* PROBLEM *
Reading the records below, find how many lines include the word "highway" and give that number alone.

*** Opening of SUPPLIED DATA ***

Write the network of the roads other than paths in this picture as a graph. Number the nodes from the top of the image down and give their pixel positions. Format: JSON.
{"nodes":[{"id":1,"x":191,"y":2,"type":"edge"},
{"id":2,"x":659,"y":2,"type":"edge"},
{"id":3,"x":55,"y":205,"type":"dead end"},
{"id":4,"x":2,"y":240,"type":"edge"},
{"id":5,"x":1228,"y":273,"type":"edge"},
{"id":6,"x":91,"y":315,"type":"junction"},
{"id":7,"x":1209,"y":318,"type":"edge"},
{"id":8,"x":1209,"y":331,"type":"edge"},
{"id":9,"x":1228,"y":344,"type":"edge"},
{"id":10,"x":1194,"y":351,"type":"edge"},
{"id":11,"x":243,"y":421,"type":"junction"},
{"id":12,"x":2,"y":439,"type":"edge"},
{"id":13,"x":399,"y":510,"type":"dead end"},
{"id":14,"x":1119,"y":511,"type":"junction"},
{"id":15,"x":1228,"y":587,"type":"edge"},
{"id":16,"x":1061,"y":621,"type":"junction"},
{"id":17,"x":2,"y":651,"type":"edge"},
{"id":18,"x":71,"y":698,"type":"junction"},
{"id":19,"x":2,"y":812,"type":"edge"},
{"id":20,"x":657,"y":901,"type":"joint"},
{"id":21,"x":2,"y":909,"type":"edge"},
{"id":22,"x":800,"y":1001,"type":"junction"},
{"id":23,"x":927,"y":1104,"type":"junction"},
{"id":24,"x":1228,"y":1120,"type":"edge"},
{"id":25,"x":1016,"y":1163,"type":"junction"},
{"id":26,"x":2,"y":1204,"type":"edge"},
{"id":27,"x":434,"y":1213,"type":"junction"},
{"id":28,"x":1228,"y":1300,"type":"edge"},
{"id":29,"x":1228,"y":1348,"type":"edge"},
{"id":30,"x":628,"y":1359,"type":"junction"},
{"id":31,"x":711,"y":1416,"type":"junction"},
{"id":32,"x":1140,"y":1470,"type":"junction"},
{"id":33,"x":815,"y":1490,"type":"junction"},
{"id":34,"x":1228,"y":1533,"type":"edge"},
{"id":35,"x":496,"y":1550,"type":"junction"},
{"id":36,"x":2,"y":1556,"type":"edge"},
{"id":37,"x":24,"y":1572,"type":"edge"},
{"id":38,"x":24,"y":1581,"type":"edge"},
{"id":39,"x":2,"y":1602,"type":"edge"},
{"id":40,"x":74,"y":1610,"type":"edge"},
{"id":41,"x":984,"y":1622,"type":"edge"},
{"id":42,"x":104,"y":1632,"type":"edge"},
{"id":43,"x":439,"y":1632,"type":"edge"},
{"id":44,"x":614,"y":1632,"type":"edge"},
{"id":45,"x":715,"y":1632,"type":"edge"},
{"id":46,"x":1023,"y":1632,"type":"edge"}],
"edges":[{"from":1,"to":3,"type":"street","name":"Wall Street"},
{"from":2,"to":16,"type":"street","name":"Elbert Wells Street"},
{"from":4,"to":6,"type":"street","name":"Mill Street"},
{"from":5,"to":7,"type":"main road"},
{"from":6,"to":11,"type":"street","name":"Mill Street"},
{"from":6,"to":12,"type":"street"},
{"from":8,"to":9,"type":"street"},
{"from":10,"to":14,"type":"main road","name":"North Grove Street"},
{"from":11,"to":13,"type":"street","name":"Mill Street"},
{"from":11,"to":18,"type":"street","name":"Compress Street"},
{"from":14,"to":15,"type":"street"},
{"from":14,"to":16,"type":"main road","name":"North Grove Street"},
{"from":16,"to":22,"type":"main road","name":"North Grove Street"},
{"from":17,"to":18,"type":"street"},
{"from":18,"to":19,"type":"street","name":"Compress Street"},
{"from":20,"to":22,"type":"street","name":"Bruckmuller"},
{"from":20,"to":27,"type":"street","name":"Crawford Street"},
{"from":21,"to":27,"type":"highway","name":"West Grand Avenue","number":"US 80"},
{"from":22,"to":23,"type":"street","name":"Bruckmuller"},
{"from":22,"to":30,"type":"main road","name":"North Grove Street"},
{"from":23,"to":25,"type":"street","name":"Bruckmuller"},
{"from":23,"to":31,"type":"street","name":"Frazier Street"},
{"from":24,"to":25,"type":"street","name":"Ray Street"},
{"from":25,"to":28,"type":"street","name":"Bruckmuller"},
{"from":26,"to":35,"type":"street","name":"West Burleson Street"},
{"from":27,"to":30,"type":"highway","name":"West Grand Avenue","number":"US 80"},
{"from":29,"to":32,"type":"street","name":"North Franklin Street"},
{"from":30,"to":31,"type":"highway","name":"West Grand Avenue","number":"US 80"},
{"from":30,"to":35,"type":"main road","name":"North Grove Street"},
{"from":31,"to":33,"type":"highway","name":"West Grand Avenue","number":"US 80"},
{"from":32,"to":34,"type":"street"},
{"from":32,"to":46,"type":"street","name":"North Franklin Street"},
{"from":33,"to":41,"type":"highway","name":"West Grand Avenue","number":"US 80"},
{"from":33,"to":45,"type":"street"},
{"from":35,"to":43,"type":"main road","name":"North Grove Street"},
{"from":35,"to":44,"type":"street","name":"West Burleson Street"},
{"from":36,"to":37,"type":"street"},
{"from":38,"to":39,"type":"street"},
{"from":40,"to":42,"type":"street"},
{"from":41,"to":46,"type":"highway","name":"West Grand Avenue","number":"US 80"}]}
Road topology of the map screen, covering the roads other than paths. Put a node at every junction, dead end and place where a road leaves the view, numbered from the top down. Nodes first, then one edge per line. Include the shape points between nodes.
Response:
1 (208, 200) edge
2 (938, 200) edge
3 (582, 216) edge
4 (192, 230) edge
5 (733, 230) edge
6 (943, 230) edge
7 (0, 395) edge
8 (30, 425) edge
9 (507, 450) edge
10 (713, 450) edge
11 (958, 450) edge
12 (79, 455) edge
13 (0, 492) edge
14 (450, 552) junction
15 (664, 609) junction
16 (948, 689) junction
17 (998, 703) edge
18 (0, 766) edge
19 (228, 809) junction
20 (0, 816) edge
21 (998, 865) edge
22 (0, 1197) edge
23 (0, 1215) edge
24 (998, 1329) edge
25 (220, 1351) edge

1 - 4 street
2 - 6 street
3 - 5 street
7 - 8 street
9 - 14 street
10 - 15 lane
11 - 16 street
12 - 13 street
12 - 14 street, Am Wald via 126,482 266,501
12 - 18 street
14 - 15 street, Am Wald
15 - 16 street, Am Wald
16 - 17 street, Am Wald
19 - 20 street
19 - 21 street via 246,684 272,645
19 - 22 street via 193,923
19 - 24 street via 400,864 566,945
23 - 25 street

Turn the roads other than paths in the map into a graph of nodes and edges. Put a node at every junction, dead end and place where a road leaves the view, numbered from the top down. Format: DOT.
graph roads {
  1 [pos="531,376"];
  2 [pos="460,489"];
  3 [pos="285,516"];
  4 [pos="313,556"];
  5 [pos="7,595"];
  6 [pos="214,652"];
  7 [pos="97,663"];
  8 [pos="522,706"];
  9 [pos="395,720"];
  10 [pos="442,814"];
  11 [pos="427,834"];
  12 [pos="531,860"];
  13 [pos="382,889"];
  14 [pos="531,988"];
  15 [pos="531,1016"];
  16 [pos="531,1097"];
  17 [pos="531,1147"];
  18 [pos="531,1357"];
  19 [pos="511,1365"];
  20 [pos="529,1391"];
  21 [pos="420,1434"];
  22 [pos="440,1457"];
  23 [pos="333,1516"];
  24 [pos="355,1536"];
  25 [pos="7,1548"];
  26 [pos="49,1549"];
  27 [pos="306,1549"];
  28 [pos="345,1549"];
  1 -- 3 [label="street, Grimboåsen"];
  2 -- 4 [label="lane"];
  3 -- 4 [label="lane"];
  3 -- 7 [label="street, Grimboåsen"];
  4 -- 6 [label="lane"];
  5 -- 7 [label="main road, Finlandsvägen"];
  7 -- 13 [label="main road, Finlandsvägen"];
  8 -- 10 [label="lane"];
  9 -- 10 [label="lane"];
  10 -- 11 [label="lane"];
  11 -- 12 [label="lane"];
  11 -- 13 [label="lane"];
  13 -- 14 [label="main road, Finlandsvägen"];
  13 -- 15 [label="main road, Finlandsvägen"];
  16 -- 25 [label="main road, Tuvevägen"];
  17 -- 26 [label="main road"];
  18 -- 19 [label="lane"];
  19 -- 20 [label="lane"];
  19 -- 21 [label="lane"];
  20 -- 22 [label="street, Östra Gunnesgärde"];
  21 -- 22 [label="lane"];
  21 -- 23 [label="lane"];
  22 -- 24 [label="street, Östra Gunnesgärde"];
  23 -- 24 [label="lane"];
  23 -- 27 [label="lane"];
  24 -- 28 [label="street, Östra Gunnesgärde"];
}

*** Close of SUPPLIED DATA ***

* TASK SOLUTION *
6